115 minutes |MPAA rating: R

“28 Years Later” has plenty of gruesome action, a good chunk of suspense and even, in its final moments, a crushing emotional component.

And zombies, of course.

What it doesn’t have is a sense of completion.  This continuation of the series, directed by “28…” veteran Danny Boyle, ends with an abrupt cliffhanger that leaves characters and plot points dangling.  Obviously there will be a Part II.  In the meantime, the film feels incomplete.
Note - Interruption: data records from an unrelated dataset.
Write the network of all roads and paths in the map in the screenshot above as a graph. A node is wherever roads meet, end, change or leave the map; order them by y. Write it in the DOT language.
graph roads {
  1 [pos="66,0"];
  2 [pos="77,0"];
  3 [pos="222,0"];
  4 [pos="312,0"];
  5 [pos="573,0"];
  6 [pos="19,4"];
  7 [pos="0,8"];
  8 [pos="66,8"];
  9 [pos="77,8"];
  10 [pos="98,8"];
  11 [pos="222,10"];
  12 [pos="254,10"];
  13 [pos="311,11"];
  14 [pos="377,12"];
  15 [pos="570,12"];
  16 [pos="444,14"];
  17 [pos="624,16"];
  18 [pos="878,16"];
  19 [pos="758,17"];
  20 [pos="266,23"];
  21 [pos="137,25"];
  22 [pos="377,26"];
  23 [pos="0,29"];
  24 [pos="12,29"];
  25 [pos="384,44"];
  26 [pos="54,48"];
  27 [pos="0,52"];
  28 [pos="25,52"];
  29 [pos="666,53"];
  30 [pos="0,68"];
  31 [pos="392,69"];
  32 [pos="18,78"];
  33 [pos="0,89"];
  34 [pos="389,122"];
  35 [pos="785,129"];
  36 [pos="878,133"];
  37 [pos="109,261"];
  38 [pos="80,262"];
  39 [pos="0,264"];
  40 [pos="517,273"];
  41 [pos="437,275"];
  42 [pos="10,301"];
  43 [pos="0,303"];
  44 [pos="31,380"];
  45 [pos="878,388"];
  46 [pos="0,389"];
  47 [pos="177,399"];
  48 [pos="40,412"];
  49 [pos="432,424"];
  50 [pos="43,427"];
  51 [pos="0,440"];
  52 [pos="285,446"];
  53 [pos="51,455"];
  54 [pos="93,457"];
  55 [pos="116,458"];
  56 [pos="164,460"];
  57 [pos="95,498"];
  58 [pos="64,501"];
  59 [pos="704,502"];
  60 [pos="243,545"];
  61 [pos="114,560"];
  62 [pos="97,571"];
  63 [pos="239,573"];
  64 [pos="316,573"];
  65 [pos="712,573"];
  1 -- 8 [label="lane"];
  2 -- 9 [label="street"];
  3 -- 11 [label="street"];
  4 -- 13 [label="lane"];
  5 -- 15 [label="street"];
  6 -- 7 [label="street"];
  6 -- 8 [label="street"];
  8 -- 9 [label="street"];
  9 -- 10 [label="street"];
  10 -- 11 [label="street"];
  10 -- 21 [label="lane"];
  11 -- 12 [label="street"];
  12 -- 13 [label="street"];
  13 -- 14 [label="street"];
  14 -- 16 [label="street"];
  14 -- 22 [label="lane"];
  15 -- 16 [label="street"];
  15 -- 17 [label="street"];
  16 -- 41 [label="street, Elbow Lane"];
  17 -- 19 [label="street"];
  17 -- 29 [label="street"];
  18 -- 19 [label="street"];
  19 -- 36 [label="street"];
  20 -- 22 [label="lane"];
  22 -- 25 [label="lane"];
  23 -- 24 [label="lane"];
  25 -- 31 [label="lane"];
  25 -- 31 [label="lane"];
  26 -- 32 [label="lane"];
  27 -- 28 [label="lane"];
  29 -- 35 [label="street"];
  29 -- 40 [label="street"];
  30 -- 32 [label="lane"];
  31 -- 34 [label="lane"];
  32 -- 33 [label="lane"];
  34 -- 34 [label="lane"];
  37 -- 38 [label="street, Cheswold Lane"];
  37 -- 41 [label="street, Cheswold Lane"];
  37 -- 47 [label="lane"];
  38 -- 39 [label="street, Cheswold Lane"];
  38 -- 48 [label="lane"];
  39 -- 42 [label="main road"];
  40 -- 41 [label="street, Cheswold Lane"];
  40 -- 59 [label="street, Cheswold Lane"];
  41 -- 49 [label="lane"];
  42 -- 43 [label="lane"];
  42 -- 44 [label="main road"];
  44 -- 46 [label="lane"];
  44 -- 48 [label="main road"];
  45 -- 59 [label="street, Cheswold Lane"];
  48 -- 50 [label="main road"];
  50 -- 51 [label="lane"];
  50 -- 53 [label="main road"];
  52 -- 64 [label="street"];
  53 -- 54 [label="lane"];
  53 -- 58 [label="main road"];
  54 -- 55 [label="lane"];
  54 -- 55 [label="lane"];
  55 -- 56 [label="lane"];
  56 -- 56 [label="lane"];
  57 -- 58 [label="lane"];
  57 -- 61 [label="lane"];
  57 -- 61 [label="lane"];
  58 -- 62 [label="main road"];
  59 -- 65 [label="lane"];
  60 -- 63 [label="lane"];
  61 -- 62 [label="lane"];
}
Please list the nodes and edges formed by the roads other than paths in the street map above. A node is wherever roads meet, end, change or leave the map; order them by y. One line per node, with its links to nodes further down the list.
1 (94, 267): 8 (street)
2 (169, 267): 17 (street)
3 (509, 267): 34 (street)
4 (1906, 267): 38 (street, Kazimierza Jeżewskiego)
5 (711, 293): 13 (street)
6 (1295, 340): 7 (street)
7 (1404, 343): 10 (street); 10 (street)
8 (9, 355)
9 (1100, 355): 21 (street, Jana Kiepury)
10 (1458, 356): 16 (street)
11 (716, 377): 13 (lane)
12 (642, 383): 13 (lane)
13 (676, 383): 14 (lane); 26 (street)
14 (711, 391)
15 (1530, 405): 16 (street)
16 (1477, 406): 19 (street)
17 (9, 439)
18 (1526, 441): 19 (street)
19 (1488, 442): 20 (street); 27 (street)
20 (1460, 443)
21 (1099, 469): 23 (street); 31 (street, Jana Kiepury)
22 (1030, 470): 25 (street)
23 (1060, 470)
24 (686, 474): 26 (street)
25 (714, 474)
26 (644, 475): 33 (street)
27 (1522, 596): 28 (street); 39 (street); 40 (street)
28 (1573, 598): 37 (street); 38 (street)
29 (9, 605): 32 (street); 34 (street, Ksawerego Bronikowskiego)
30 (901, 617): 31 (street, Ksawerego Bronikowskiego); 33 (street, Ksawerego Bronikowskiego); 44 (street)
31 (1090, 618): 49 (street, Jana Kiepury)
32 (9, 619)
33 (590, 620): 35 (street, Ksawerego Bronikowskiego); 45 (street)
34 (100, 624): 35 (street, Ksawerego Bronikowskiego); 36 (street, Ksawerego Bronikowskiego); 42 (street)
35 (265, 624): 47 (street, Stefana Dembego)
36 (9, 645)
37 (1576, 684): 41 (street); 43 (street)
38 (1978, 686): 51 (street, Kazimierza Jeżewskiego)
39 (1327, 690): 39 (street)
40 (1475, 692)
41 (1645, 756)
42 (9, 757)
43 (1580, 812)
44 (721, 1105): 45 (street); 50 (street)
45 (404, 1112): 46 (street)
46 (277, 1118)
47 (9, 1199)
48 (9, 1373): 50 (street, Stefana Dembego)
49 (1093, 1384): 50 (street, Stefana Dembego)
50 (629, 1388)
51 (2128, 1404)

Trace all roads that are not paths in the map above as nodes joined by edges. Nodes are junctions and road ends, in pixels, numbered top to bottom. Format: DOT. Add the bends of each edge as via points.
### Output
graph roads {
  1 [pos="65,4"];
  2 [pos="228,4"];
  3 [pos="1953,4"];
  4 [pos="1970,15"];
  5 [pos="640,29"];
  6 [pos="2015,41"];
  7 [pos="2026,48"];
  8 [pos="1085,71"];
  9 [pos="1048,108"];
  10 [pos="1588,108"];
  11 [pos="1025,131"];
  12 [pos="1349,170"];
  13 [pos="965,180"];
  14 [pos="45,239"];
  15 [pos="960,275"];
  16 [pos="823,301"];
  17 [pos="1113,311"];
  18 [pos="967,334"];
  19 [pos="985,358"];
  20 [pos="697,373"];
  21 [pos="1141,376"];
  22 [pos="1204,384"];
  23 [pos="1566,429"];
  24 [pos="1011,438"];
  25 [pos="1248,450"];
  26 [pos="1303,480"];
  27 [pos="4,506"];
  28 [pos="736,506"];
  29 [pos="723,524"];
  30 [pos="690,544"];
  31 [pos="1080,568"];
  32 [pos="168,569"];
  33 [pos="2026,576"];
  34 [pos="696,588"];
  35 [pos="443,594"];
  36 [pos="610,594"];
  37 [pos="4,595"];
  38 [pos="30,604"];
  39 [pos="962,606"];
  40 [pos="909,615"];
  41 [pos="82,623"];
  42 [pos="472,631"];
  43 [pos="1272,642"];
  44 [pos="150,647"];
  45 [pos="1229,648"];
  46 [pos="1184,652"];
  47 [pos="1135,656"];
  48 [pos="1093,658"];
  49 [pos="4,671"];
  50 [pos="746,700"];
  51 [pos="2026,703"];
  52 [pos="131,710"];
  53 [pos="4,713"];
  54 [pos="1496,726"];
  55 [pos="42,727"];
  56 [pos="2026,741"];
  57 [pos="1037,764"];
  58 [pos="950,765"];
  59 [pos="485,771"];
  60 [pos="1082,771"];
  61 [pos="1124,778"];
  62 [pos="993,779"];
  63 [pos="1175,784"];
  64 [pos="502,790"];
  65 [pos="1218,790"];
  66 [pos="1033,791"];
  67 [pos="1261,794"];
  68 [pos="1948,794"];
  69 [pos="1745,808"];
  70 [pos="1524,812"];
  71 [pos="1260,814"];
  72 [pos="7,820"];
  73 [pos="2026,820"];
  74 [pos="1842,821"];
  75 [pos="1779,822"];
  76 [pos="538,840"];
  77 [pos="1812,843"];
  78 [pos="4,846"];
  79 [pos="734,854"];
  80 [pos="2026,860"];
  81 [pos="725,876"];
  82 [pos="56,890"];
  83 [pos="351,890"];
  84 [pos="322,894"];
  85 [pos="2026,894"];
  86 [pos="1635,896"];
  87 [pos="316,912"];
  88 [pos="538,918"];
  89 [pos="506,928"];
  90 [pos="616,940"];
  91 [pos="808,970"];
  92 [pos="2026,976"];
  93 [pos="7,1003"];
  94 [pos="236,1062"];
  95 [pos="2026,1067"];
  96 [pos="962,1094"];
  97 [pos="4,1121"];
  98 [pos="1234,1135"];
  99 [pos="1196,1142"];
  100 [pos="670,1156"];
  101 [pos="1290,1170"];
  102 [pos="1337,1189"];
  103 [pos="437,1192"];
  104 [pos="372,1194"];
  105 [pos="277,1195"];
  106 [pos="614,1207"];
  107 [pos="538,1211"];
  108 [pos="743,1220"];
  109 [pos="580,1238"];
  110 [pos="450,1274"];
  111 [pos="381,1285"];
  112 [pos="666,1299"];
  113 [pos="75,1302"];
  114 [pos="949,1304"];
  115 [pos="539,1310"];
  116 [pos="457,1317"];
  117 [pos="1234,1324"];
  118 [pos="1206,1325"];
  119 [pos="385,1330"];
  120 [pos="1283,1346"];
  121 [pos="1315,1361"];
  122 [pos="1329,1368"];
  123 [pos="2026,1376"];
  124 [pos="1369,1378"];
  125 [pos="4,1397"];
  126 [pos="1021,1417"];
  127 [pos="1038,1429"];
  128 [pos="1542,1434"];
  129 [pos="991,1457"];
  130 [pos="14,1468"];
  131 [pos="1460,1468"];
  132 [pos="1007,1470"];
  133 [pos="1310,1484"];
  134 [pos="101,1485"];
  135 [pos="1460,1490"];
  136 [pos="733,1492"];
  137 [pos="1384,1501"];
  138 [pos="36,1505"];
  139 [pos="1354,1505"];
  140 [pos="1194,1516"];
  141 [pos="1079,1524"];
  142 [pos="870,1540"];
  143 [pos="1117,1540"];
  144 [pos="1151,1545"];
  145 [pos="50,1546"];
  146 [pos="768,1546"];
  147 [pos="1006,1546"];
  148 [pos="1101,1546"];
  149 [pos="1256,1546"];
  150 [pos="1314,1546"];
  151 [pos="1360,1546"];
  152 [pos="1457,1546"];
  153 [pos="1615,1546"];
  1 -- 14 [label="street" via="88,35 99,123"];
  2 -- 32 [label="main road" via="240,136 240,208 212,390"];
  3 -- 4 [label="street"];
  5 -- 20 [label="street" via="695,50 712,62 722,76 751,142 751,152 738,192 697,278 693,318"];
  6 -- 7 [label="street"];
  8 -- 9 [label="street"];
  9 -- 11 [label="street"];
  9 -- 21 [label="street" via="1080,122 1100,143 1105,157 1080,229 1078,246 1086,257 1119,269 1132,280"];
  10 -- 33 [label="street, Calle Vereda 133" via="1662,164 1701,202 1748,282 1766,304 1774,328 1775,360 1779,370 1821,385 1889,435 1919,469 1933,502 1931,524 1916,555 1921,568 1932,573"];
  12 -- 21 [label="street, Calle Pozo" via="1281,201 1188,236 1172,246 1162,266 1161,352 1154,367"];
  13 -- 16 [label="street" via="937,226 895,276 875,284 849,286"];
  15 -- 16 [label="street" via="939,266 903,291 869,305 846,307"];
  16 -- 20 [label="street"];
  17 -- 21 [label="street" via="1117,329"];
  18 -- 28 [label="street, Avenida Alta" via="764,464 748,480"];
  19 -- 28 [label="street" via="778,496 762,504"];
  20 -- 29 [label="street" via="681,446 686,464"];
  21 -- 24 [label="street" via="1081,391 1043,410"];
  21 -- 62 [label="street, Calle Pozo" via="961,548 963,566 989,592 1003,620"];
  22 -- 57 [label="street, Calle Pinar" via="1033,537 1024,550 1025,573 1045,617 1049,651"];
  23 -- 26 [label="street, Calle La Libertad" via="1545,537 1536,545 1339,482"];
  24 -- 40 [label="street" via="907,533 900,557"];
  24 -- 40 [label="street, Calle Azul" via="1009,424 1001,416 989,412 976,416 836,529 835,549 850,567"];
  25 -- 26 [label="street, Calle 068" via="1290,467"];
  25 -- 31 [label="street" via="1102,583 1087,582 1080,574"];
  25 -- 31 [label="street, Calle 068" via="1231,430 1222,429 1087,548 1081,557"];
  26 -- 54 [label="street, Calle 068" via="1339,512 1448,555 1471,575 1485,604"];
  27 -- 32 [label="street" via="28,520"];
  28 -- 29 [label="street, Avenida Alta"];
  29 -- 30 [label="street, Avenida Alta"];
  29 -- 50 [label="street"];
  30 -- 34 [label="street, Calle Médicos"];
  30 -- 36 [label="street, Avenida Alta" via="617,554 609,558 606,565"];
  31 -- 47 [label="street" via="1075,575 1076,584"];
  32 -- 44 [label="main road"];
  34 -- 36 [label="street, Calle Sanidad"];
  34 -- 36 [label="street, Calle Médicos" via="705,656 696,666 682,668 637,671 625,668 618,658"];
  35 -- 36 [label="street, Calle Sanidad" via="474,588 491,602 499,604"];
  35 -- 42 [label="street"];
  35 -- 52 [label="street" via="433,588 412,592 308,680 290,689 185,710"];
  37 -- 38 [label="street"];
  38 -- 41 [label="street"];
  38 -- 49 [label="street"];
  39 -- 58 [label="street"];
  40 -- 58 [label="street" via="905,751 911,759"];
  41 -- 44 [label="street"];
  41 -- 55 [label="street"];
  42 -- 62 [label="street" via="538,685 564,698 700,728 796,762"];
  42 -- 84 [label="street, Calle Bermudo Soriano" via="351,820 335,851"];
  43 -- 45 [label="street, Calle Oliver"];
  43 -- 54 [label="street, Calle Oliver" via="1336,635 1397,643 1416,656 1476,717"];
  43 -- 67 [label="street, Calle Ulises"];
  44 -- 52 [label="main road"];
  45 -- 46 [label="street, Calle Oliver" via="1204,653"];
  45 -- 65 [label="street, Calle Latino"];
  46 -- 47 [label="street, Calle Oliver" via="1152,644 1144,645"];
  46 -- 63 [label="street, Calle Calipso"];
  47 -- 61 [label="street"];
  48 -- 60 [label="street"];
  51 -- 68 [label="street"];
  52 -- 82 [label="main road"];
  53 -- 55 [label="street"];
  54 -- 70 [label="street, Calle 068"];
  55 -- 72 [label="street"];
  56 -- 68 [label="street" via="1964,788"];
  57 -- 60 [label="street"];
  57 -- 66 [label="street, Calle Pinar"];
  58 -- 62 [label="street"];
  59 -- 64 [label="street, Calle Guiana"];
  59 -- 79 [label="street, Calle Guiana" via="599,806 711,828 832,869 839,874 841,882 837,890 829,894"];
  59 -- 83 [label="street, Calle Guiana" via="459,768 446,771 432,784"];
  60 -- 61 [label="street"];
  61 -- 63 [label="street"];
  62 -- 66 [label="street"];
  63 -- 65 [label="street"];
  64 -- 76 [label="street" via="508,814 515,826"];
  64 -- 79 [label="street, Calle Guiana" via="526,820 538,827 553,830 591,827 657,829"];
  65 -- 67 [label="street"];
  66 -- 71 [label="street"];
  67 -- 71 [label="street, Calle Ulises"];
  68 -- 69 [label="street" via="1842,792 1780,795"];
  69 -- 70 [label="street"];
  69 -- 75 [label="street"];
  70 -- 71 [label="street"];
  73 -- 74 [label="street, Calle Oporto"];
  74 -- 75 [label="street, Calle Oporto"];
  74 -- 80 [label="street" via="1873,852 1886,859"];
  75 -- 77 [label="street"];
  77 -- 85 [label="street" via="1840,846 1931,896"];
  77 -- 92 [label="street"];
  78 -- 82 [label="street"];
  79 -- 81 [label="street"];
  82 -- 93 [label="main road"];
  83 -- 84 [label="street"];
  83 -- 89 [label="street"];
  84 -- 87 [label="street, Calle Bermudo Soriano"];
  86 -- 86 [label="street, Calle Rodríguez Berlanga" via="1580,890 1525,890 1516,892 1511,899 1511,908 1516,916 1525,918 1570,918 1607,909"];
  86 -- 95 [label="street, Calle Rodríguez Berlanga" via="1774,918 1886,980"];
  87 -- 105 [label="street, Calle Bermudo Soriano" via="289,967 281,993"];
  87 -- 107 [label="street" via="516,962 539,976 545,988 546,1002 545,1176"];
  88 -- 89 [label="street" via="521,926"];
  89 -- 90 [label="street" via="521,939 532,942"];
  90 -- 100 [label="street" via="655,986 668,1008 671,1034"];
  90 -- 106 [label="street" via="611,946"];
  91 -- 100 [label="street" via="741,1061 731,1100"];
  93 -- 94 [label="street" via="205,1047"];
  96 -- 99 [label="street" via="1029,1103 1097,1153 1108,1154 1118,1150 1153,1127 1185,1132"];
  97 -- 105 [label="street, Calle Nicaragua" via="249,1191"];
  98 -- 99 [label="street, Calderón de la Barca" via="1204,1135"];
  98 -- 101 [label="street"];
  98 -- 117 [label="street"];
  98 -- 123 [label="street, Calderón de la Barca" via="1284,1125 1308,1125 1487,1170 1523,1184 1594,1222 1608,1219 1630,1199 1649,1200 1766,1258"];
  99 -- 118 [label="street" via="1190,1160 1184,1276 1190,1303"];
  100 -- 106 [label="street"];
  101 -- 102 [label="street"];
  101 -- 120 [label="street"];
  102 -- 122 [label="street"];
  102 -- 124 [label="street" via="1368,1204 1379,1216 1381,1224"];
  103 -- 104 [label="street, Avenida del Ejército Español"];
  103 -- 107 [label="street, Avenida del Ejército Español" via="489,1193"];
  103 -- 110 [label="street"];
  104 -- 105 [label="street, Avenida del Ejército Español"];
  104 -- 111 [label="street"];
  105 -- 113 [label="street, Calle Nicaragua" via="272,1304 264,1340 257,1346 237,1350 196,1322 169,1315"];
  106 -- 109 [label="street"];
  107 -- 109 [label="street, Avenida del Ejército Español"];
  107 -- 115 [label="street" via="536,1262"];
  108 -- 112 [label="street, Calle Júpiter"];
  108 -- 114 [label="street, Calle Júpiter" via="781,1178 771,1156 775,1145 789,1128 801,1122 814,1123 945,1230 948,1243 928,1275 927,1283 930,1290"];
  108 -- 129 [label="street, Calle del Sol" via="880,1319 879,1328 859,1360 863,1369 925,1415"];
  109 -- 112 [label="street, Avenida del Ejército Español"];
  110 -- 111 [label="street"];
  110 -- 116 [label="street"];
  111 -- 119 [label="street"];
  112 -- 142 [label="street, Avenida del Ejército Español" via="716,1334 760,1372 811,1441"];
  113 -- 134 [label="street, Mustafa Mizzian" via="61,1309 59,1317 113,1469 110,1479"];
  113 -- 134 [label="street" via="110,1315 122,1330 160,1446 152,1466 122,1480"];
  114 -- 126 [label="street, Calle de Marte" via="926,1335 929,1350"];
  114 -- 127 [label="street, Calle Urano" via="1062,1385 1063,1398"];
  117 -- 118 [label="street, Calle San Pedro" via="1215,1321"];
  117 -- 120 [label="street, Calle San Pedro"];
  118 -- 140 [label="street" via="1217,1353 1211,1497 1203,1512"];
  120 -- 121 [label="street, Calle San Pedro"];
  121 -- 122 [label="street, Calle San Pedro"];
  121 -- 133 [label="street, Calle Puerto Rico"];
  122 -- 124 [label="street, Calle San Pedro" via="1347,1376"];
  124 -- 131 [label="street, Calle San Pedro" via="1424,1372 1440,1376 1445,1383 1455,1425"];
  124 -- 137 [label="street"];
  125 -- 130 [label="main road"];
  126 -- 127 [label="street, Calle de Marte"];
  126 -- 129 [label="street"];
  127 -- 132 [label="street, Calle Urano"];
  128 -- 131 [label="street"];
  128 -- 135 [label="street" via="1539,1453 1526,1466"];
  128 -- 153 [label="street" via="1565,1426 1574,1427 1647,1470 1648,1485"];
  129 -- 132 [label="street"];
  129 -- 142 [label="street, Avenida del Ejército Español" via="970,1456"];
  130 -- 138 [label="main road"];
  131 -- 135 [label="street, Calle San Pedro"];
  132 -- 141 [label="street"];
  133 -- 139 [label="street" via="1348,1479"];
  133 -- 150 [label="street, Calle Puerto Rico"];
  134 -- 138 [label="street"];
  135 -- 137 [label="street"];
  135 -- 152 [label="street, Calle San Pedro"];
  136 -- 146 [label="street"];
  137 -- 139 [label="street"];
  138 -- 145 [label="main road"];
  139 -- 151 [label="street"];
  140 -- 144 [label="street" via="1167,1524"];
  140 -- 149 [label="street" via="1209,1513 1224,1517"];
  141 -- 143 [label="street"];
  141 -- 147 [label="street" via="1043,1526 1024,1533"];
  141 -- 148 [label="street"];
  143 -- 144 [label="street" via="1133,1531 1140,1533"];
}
Fans of post-apocalyptic nihilism will no doubt be transported; your hard-core zombie freak will find plenty of new revelations to discuss with the like-minded; and action junkies should get satisfaction. But let’s be honest…this is just another zombie movie.  Well made and with a deep pedigree, perhaps, but it’s going to appeal mostly to the already converted.

Basically Alex Garland’s screenplay delivers two stories and a snippet of a third that sets up the next film.

After a brief (and kinda pointless) prologue set back at the beginning of the “rage virus” infestation, Part One picks up 28 years later on an  island off the coast of England.  Here human survivors have established a zombie-free commune, a just-the-basics but nurturing environment where 14-year-old Spike (Alfie Williams) has grown up in. 

Not that everything is copacetic in this island refuge.  Spike’s mother Isla  (Jodie Comer) suffers from some debilitating condition, and his father Jamie (Aaron Taylor-Johnson) has sought solace in the arms of other women.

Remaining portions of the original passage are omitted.